By Kazuhiro Igarashi
Nomura Kohsan (Tokyo), the sole mercury waste management company in Japan, is advocating the importance of and providing technological support for proper mercury management through a booth it is running at the first conference for Minamata Convention signatory states held in Geneva, Switzerland. The Minamata Convention on Mercury, a global treaty to protect human health and the environment from the adverse effects of mercury, entered into force on 16 August 2017, which is expected to accelerate safe processing of the toxic metal. “We hope to become the global leader with Japan’s technology,” says a Nomura representative.
Nomura was founded in 1973 using an abandoned mercury mine in Hokkaido. Recently, it has partnered with the Environment Ministry in its experimental study to develop a solidification technique to reliably dispose of solidified mercury made by causing a chemical reaction with sulfur.

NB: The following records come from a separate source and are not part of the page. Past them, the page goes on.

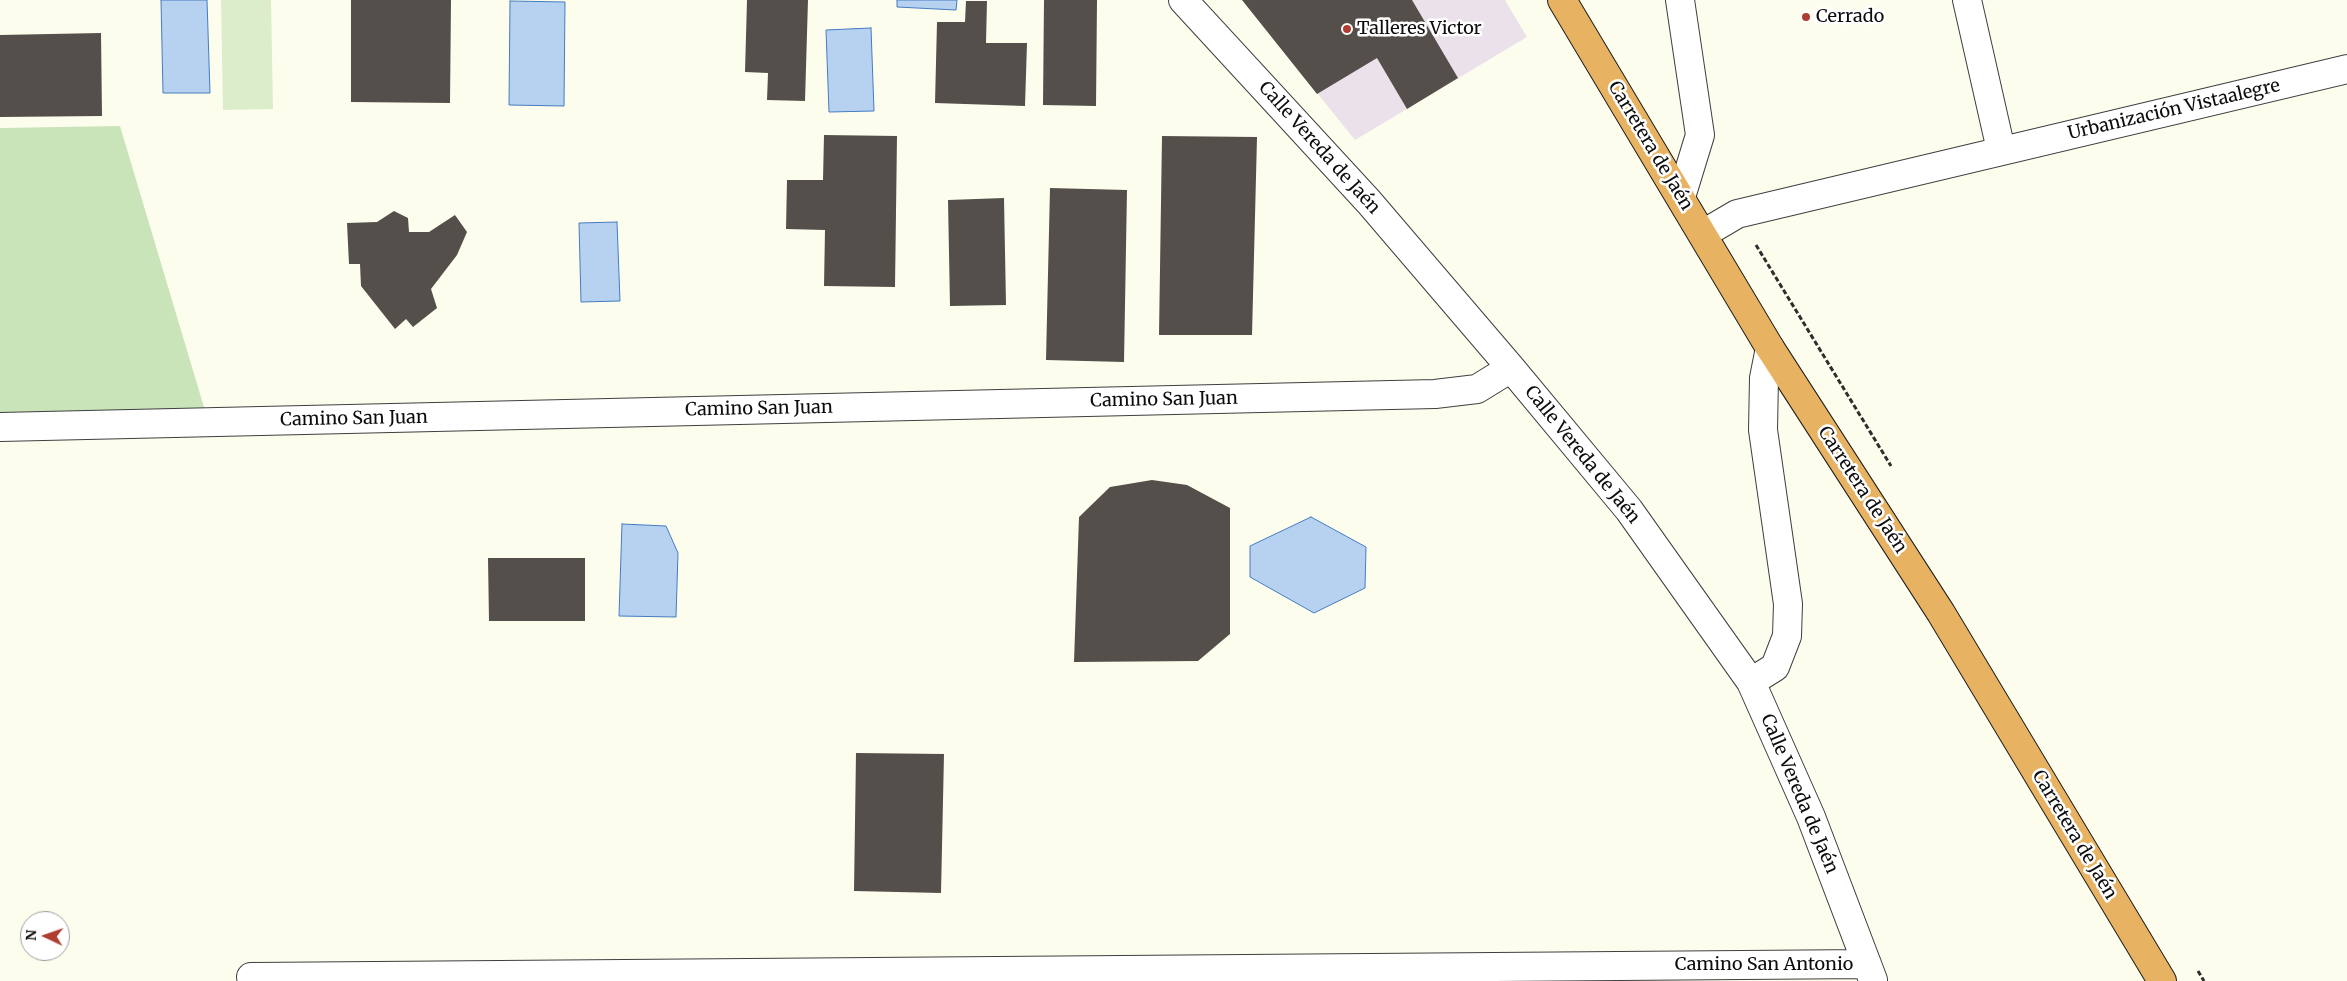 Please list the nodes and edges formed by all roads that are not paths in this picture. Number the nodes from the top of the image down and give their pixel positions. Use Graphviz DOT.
graph roads {
  1 [pos="1183,0"];
  2 [pos="1562,0"];
  3 [pos="1680,0"];
  4 [pos="1967,0"];
  5 [pos="2347,69"];
  6 [pos="2001,150"];
  7 [pos="1681,197"];
  8 [pos="1703,234"];
  9 [pos="1770,348"];
  10 [pos="1511,368"];
  11 [pos="0,427"];
  12 [pos="1751,682"];
  13 [pos="1870,973"];
  14 [pos="251,977"];
  15 [pos="2162,981"];
  1 -- 10 [label="street, Calle Vereda de Jaén"];
  2 -- 7 [label="highway, Carretera de Jaén"];
  3 -- 7 [label="street"];
  4 -- 6 [label="street"];
  5 -- 6 [label="street, Urbanización Vistaalegre"];
  6 -- 8 [label="street, Urbanización Vistaalegre"];
  7 -- 8 [label="highway, Carretera de Jaén"];
  8 -- 9 [label="highway, Carretera de Jaén"];
  9 -- 12 [label="street"];
  9 -- 15 [label="highway, Carretera de Jaén"];
  10 -- 11 [label="street, Camino San Juan"];
  10 -- 12 [label="street, Calle Vereda de Jaén"];
  12 -- 13 [label="street, Calle Vereda de Jaén"];
  13 -- 14 [label="street, Camino San Antonio"];
} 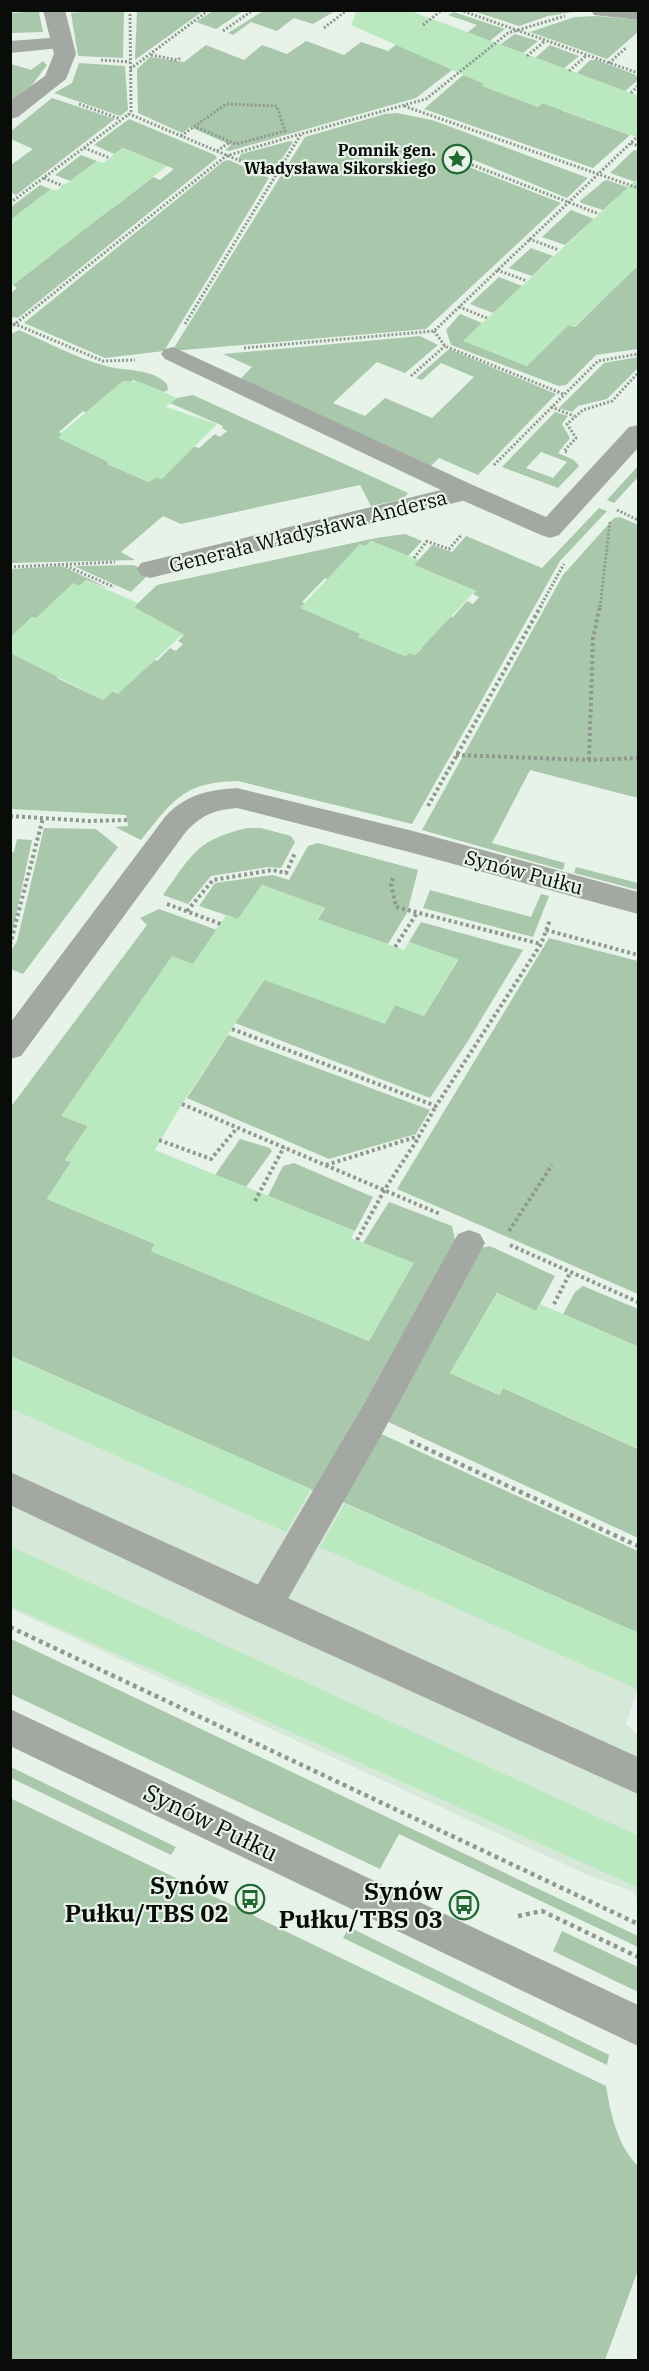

Although the extracted mercury is mainly exported overseas, the convention will control both imports and exports of the metal by 2020. From around 2010, Nomura has been collecting waste containing mercury, such as florescent lamps, from Japanese companies with a presence in other Asian countries, as the world becomes more environmentally aware. It has helped Asian countries since 2015 including the Penang government of Malaysia introduce mercury processing technologies and know-how.
The challenge is that many emerging economies have little awareness about the necessity of properly processing toxic waste. Nomura has collected some 300 tons of mercury-tainted waste from overseas. This is a mere 1% of the 27,000 tons it collects in total, including Japan. “There aren’t very many foreign companies that processes mercury. We want to lead the way in mercury disposal as a country that experienced the mercury poisoning disease,” says Yutaka Ichihashi, an executive of Nomura.